YOUR ASSIGNMENT. Reproduce every entry below precisely; do not include the pictures.

DATASET RECORDS.
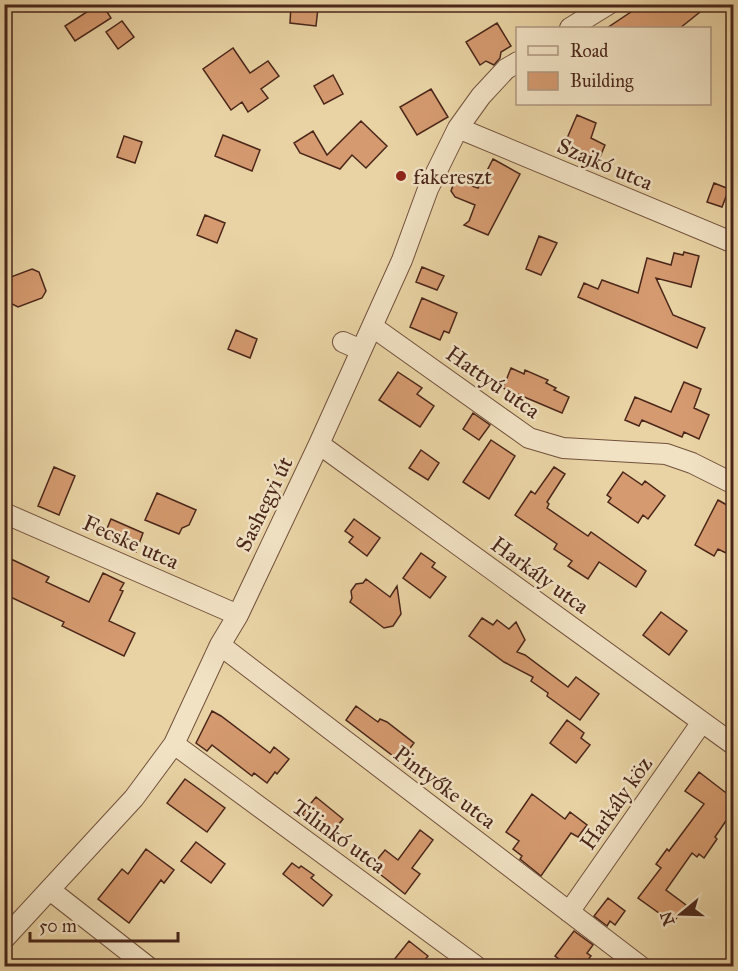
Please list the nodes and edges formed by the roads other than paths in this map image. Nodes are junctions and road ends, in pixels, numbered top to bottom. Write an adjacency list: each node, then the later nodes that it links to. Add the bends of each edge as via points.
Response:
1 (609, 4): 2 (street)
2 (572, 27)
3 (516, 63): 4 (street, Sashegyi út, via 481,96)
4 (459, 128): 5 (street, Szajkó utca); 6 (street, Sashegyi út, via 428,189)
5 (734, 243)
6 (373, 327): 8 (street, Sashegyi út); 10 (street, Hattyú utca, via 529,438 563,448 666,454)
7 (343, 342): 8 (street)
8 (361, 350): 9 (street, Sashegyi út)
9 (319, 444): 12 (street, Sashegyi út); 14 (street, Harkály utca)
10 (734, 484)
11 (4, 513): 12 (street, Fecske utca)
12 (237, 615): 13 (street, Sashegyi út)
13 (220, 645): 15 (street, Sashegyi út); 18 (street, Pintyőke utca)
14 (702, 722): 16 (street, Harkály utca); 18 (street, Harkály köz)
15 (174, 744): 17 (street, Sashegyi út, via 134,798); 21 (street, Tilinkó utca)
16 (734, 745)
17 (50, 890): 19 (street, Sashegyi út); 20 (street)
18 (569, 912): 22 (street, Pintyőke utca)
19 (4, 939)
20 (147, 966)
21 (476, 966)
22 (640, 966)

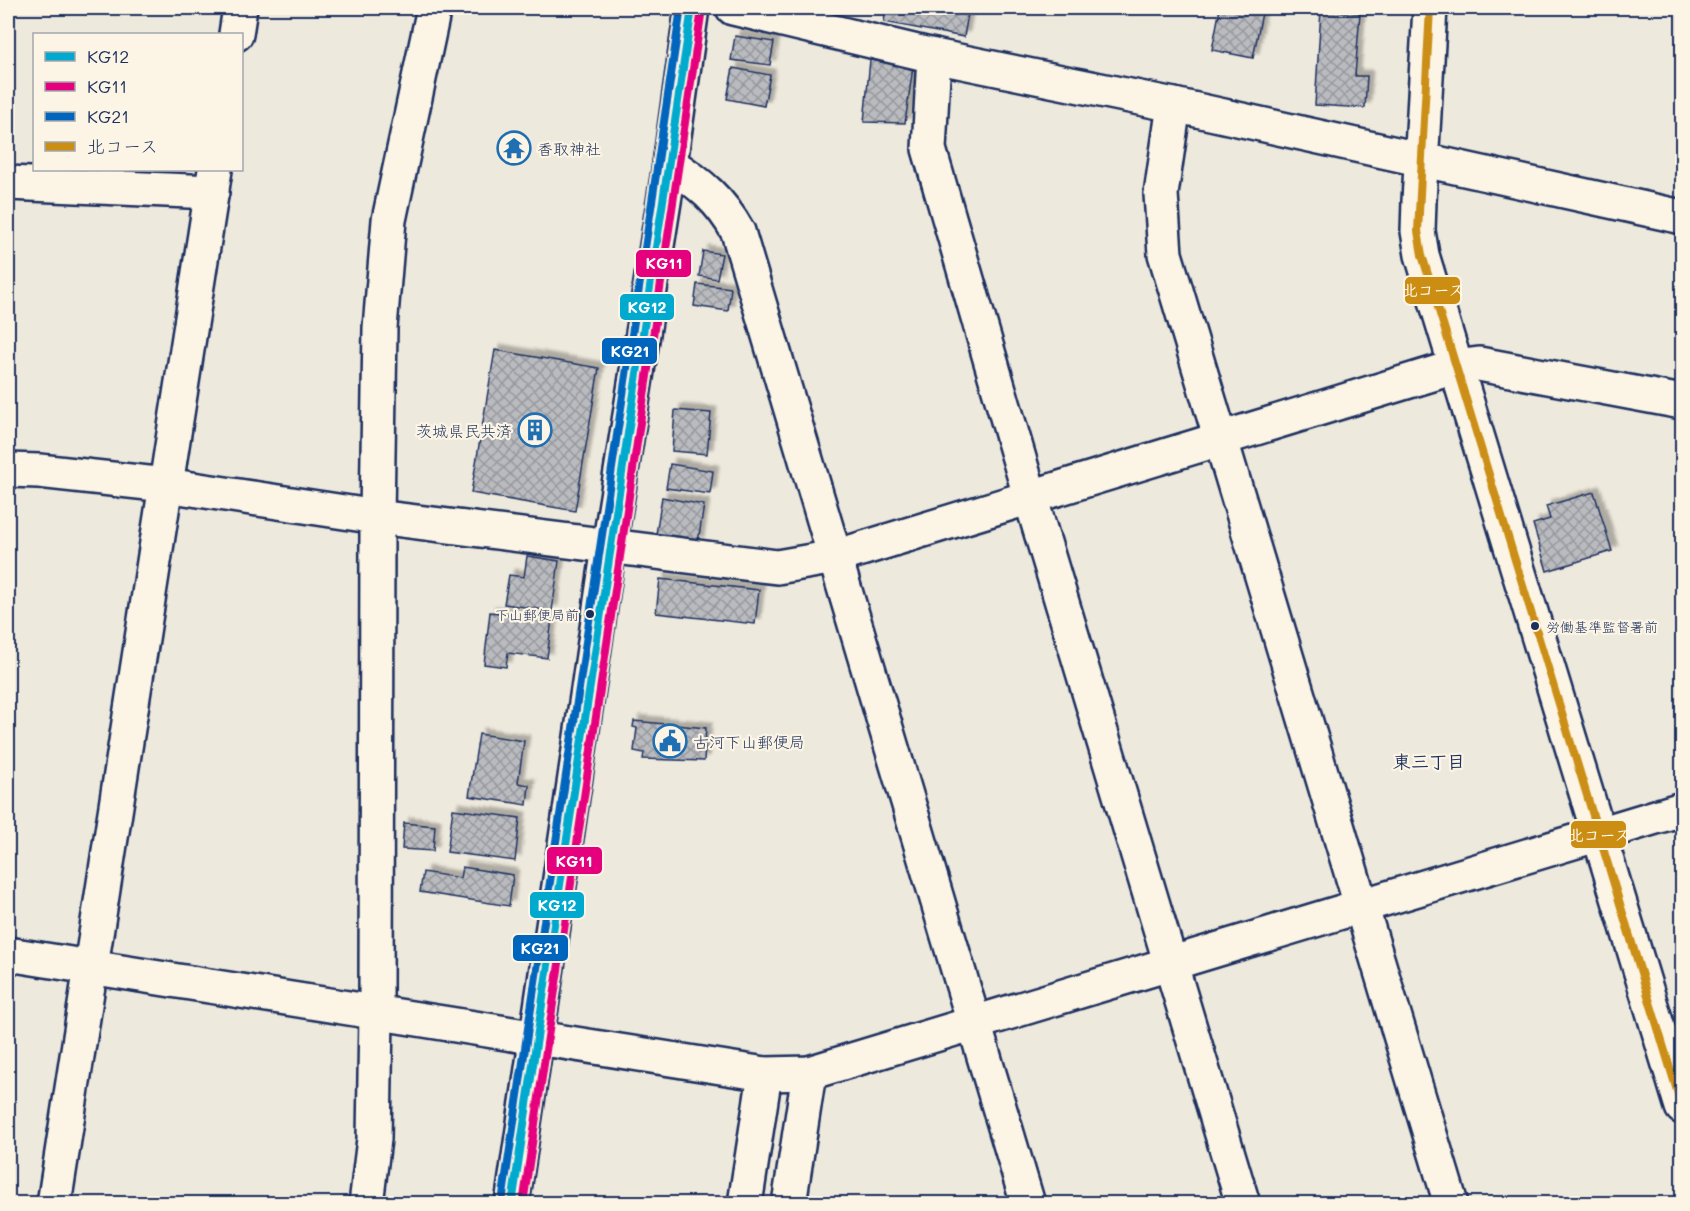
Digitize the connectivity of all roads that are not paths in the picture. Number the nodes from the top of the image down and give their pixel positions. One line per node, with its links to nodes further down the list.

FINISHED TASK.
Please list the nodes and edges formed by the roads other than paths in this map image. Nodes are junctions and road ends, in pixels, numbered top to bottom. Write an adjacency list: each node, then the later nodes that it links to. Add the bends of each edge as via points.
Response:
1 (609, 4): 2 (street)
2 (572, 27)
3 (516, 63): 4 (street, Sashegyi út, via 481,96)
4 (459, 128): 5 (street, Szajkó utca); 6 (street, Sashegyi út, via 428,189)
5 (734, 243)
6 (373, 327): 8 (street, Sashegyi út); 10 (street, Hattyú utca, via 529,438 563,448 666,454)
7 (343, 342): 8 (street)
8 (361, 350): 9 (street, Sashegyi út)
9 (319, 444): 12 (street, Sashegyi út); 14 (street, Harkály utca)
10 (734, 484)
11 (4, 513): 12 (street, Fecske utca)
12 (237, 615): 13 (street, Sashegyi út)
13 (220, 645): 15 (street, Sashegyi út); 18 (street, Pintyőke utca)
14 (702, 722): 16 (street, Harkály utca); 18 (street, Harkály köz)
15 (174, 744): 17 (street, Sashegyi út, via 134,798); 21 (street, Tilinkó utca)
16 (734, 745)
17 (50, 890): 19 (street, Sashegyi út); 20 (street)
18 (569, 912): 22 (street, Pintyőke utca)
19 (4, 939)
20 (147, 966)
21 (476, 966)
22 (640, 966)

Digitize the connectivity of all roads that are not paths in the picture. Number the nodes from the top of the image down and give their pixel positions. One line per node, with its links to nodes further down the list.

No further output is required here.